The percentages of clusters that mapped to the human proteome, to the human genome, to both, or to neither are shown in Figure 1. The whole brain library had the largest number of clusters that did not match either the human genome or proteome (31%), while only 20% of the testes clusters did not match the human genome or proteome under the conditions used. Some of the "nonmatches" may be due to the incompleteness of the human genome and/or IPI database, while others may be due to sequencing errors or to the stringency of our cutoffs for matches.
|
As an indicator of the diversity of proteins matched by our EST libraries, of the 4,594 different EST clusters (from each library clustered separately), 2,306 distinct IPI proteins were found as the top match in a BLASTX search. There was very little overlap between the three libraries. Ninety-two percent of the 2,306 IPI proteins were matched by clusters from only one library. Only 1% of the IPI proteins were matched by clusters from all three libraries. Within each library, more than 95% of the 2,306 IPI proteins were matched by five or fewer ESTs. These percentages will change as sampling is increased. Clustering of ESTs resulted in more than 90% of IPI proteins being matched by only a single cluster, thus providing one estimate of the redundancy in our clustered set.
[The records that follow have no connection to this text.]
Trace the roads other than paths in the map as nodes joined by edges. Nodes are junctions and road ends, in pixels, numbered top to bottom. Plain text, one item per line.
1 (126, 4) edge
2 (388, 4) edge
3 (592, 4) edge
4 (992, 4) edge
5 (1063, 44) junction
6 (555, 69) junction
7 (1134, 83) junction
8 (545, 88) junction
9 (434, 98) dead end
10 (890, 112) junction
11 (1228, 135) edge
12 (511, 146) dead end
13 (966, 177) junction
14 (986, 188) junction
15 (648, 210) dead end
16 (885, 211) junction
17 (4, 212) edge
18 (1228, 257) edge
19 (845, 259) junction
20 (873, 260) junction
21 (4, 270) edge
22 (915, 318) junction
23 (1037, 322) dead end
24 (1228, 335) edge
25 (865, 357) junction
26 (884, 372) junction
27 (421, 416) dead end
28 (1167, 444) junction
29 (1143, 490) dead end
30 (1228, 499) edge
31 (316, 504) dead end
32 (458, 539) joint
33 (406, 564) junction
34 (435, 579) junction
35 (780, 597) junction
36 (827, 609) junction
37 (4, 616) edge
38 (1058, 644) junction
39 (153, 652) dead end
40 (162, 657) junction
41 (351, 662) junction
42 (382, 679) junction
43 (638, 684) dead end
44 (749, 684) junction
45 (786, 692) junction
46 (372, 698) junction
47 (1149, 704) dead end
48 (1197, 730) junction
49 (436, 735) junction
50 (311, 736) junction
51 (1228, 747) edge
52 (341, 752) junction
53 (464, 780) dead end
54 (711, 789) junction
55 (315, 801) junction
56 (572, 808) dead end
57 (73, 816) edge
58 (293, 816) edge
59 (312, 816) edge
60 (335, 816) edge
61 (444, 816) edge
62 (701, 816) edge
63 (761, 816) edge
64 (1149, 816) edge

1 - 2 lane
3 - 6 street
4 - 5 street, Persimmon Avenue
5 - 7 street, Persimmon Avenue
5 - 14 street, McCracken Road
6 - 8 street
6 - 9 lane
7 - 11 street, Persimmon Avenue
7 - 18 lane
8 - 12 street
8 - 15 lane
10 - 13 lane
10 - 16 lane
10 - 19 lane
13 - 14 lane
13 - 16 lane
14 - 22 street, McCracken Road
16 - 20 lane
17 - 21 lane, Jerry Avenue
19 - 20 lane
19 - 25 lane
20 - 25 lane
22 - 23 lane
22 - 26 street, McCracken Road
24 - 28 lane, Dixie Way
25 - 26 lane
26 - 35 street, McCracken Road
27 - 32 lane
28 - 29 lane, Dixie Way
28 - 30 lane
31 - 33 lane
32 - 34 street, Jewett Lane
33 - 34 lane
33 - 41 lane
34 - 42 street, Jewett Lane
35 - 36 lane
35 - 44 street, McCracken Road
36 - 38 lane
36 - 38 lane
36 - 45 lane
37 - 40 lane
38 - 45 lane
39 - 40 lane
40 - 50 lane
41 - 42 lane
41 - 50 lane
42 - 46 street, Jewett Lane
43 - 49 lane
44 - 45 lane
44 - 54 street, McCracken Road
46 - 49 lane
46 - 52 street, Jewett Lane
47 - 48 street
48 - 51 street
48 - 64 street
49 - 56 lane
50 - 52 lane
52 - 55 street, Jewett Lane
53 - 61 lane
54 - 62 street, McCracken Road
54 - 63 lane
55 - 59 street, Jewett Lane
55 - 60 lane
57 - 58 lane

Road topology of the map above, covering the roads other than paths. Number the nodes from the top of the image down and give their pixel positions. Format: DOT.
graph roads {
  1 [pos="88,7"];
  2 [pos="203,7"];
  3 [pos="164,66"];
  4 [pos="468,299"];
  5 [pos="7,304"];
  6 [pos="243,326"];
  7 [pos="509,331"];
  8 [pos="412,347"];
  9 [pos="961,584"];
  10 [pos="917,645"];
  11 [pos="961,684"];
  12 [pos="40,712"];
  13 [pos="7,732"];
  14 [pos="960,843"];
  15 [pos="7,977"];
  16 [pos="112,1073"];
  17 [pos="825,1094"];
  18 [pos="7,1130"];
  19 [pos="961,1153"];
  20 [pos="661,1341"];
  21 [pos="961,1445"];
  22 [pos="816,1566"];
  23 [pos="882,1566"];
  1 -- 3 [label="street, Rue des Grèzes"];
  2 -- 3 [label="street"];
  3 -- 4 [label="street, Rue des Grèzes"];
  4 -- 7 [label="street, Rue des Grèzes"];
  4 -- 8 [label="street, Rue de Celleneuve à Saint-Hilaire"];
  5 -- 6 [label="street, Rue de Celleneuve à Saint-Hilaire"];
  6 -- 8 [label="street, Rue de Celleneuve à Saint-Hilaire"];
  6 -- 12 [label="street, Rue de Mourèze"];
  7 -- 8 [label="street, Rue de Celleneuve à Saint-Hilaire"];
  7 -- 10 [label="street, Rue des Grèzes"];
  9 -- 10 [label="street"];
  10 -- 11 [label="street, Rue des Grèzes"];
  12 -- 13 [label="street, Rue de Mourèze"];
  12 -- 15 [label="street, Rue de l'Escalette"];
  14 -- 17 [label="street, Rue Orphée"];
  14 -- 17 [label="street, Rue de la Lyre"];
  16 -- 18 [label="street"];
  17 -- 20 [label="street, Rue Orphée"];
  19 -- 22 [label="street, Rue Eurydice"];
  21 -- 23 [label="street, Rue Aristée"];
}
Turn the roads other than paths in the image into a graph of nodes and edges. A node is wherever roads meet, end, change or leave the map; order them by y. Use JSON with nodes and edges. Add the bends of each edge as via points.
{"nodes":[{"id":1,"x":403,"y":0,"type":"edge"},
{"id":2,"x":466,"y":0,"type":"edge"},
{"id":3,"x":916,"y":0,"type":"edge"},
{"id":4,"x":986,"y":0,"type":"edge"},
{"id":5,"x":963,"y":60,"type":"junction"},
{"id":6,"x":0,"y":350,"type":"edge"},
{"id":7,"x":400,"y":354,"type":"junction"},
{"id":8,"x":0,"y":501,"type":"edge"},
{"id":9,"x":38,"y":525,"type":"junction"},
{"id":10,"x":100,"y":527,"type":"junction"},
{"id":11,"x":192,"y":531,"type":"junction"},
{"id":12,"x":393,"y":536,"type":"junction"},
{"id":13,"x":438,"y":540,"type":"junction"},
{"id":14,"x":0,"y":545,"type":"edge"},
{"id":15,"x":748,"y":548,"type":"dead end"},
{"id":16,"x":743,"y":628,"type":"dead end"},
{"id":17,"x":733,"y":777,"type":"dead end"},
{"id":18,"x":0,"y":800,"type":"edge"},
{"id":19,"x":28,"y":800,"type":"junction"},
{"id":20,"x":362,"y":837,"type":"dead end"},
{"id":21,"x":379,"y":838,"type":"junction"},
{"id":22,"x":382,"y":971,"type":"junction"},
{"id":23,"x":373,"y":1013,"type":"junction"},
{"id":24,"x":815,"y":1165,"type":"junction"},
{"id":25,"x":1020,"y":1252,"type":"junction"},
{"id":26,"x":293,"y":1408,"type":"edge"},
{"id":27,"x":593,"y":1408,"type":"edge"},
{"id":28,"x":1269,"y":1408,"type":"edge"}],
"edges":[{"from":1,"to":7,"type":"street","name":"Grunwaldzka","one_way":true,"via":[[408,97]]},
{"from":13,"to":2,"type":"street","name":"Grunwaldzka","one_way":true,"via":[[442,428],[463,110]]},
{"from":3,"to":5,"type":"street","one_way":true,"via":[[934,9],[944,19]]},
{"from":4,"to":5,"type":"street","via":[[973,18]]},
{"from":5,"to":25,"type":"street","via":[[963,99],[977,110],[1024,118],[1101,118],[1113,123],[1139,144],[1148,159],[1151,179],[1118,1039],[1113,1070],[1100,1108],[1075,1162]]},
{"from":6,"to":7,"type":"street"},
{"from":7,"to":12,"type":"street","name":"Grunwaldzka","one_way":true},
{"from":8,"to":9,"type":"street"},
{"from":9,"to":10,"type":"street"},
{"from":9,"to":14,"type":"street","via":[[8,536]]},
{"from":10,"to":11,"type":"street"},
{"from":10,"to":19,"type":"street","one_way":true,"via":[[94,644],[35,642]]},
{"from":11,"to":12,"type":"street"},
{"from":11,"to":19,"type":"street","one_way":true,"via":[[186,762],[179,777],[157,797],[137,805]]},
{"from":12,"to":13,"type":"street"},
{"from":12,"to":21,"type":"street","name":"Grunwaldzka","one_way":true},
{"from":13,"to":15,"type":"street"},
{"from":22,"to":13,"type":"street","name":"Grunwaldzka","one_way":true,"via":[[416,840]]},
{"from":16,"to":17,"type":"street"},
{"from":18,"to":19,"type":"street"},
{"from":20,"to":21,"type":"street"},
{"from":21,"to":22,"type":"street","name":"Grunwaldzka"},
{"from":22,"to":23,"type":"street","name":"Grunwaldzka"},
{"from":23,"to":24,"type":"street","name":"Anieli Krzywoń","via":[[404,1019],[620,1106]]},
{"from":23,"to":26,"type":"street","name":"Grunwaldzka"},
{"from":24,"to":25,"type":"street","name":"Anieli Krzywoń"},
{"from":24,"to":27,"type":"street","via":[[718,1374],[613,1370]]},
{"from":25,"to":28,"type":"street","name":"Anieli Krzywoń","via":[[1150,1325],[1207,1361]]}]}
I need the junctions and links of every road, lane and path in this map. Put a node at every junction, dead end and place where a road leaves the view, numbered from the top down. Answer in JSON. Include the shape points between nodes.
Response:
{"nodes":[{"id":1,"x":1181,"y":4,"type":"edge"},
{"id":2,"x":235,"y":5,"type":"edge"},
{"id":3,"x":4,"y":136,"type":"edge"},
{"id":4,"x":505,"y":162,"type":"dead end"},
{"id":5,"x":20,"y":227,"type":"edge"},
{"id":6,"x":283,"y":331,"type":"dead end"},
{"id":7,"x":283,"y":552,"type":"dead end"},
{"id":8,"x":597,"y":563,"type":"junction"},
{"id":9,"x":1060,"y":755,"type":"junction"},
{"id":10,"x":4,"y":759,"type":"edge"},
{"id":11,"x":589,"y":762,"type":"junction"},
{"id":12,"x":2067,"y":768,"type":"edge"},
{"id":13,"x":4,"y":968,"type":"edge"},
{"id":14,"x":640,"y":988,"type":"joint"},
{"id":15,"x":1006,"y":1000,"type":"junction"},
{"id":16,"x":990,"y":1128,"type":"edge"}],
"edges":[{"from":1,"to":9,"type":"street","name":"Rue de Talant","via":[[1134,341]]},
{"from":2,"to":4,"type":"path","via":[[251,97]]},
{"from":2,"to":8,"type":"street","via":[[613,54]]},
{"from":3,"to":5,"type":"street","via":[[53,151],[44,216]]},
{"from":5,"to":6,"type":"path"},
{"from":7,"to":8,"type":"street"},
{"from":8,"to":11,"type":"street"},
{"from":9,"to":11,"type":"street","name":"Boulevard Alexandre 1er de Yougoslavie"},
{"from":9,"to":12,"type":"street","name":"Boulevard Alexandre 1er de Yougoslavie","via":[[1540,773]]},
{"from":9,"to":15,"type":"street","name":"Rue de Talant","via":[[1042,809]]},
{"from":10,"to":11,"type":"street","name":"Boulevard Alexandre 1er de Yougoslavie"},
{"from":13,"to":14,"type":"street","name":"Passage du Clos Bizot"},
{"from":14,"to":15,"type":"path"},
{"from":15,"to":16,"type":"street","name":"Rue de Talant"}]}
Of the unclustered ESTs, approximately 65%75% of the matching IPI proteins were matched by only a single sequence (Figure 2).
|
A Web-based interface for the database (found at the EST Annotations link at http://nucleus.cshl.edu/genseq/dogweb/index.htm) has been developed to view the results of the automated analysis pipeline. The Web browser allows the user to limit searches to various criteria. Users can choose to download sequences, accession numbers, or annotations (step 1). The next step for the user is to choose which library (or all libraries) or clusters to search. The remaining steps (3 and 4) are optional. Step 3 allows the user to limit the retrieval of sequences that map to a particular human chromosome. In the future we plan to allow the user to limit searches to ESTs that map to a particular region in the chosen chromosome. In the final step (step 4), the user can limit the retrieval of sequences that either have specified GO terms or match a particular human gene or protein (see Figure 3 for steps 14). To select by GO term, the user can simply select a term in the pull-down list, which contains GO terms two levels down from the biological process, molecular function, or cellular component. In addition, a GO term not found in the list can be entered manually. Finally, one can enter an accession number of a human sequence to find any EST or cluster that has been linked to that accession through the BLASTX searches against the IPI database. For example, one can enter the RefSeq identifications (IDs) listed in Table 2 to retrieve a list of ESTs or clusters that are linked to the RefSeq ID.
|
|
Figure 4 displays an example of annotations retrieved for both an individual EST and a cluster. The "Human Genome Match" columns include the coordinates the sequence maps to in the human genome and any RefSeq genes that have been mapped nearby. In addition, the top match to the IPI database is listed under "Human Proteome Match."
|
Selecting the EST accession or cluster name will redirect the user to a more in-depth sequence annotation (Figure 5). This includes the sequence (Figure 5A) as well as additional information regarding the EST sequence, such as library construction (Figure 5B). A probable name derived from IPI hits is shown in the next panel (Figure 5C) along with GO terms that are associated with the protein. Finally, results of BLASTX searches against the IPI (Figure 5D) and NR (Figure 5E) databases are shown. In the IPI panel (Figure 5D), the protein sequence used for annotation of GO terms and probable name is indicated with an asterisk. Because not all sequences in the IPI database have associated GO terms, we relied on the first match with GO terms for assigning the terms to our EST sequences.
|
The user can graphically view the EST or cluster mapped to the human genome by selecting the View link found under in "Human Genome Match" columns (Figure 4). Selecting this link redirects the user to the UCSC genome browser. Information is sent to the genome browser so that the SIM4 mapping results can be displayed within the browser (Figure 6).
|
The UCSC browser contains various tracks of information. The top track, labeled DOG_EST, is information that has been sent by our Web-based script. In the example above, the sequence has been mapped to a known RefSeq gene MYL4 (a myosin light chain). The sequence maps to multiple exons within the MYL4 gene. The other tracks displayed (including mouse and fish homology, spliced human ESTs, and messenger RNA [mRNA]) are annotations provided from the UCSC annotation databases.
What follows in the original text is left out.